▸ What this task involves: Take the line that contains "ring tip: (293, 293)" in the data below and each line after it, through the last, and repeat them unchanged.

◇ ◇ ◇ ◇ ◇

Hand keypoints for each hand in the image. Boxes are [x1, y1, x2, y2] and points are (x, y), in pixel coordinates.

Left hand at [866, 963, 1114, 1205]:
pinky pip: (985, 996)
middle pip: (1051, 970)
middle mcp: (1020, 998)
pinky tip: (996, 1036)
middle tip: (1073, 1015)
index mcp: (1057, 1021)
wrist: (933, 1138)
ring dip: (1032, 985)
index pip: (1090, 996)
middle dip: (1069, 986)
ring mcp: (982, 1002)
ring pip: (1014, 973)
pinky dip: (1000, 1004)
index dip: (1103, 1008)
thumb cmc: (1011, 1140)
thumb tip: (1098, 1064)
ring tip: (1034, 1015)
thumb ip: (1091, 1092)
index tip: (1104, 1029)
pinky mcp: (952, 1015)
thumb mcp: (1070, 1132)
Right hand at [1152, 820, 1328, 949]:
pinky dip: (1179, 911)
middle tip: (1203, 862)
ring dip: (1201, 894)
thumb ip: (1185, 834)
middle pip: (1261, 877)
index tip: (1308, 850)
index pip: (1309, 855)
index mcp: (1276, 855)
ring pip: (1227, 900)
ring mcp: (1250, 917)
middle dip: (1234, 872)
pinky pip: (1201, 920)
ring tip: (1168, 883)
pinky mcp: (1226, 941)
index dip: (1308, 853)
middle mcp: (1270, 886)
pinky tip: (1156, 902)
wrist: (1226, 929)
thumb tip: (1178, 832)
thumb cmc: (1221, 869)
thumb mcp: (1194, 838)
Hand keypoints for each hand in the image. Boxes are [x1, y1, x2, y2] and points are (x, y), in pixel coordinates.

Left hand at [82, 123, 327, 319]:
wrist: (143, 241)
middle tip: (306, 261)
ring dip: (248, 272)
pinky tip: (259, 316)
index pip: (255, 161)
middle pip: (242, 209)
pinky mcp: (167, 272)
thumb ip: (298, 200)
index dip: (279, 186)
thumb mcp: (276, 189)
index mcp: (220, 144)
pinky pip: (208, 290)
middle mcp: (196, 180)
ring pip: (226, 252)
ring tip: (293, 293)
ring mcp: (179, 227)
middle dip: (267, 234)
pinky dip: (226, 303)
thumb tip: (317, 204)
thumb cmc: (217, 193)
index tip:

◇ ◇ ◇ ◇ ◇

▸ Result of this exercise:
ring tip: (293, 293)
ring mcp: (179, 227)
middle dip: (267, 234)
pinky dip: (226, 303)
thumb tip: (317, 204)
thumb cmc: (217, 193)
index tip:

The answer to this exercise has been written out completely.